For the word "Andersens", search the records and show each line in which it occurs.

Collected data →
=== Section Start ===
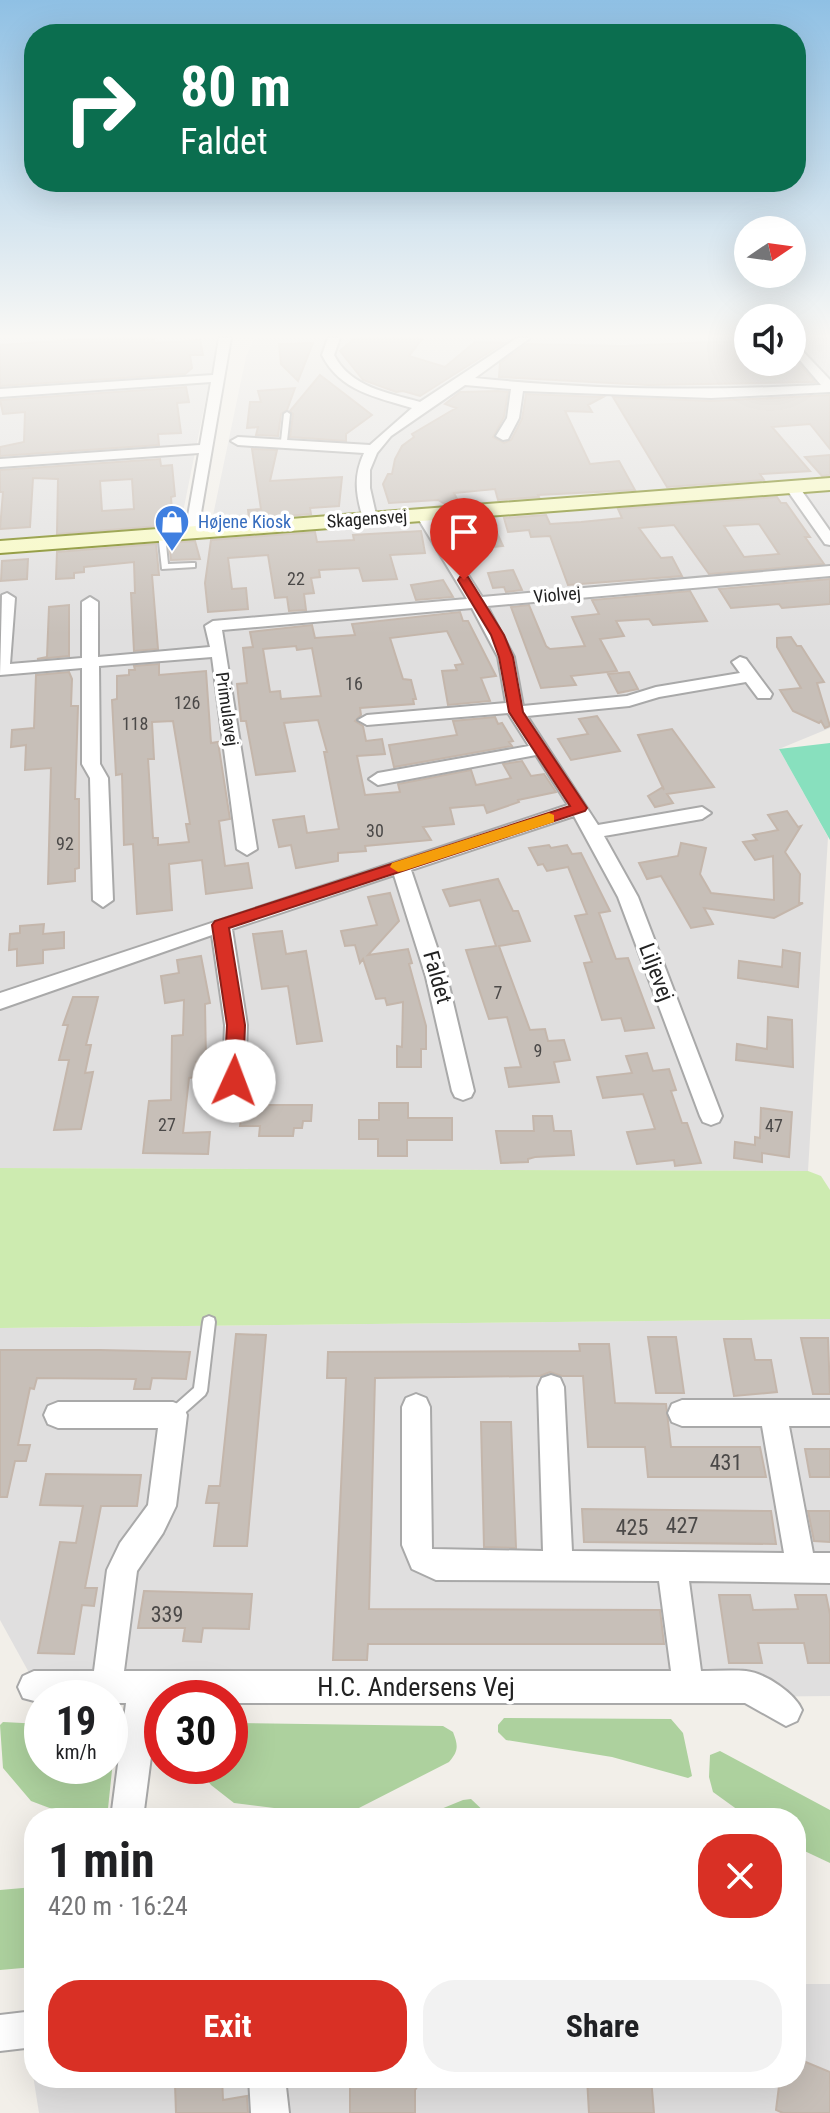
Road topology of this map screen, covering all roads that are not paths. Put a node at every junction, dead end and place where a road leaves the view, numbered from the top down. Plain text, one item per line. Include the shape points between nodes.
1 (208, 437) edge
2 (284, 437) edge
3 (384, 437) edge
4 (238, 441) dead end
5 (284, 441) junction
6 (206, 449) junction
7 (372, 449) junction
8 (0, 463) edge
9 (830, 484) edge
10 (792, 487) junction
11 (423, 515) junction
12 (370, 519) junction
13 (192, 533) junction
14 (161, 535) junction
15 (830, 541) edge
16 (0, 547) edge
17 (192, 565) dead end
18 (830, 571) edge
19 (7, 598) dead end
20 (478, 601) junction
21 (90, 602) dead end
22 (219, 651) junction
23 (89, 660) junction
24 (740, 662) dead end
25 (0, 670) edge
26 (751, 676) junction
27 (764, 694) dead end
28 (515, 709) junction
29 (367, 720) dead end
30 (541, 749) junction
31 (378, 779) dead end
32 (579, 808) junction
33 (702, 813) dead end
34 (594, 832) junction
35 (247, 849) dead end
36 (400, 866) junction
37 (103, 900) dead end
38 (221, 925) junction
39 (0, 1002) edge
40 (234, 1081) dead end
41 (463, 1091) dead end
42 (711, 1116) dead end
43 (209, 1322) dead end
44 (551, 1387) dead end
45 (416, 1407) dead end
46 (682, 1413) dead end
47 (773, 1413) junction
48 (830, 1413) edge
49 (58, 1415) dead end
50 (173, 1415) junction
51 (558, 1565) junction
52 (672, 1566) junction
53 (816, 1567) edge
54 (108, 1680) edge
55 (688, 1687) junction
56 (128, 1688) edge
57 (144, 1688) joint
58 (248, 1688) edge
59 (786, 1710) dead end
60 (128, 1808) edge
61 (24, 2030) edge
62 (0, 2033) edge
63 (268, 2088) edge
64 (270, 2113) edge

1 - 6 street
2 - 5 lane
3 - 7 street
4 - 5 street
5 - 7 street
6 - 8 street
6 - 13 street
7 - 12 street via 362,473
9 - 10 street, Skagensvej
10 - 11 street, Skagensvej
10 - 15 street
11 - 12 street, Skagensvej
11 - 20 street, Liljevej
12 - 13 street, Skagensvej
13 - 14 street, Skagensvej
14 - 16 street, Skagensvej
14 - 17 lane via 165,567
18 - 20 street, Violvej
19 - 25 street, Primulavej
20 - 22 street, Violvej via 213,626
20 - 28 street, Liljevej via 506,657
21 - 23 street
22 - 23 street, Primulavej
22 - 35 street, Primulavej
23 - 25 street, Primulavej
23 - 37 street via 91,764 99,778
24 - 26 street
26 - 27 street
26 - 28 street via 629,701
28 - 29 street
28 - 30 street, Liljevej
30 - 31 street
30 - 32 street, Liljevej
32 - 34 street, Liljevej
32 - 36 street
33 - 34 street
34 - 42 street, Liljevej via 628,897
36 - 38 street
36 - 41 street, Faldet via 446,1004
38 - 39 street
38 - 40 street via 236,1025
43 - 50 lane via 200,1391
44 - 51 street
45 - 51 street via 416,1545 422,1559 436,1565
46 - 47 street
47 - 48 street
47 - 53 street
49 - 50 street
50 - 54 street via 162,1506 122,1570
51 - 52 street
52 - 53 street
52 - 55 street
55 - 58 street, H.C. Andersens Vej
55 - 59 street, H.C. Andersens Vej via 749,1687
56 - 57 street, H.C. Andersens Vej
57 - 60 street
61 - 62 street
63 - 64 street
=== Section End ===
RESPONSE AREA →
55 - 58 street, H.C. Andersens Vej
55 - 59 street, H.C. Andersens Vej via 749,1687
56 - 57 street, H.C. Andersens Vej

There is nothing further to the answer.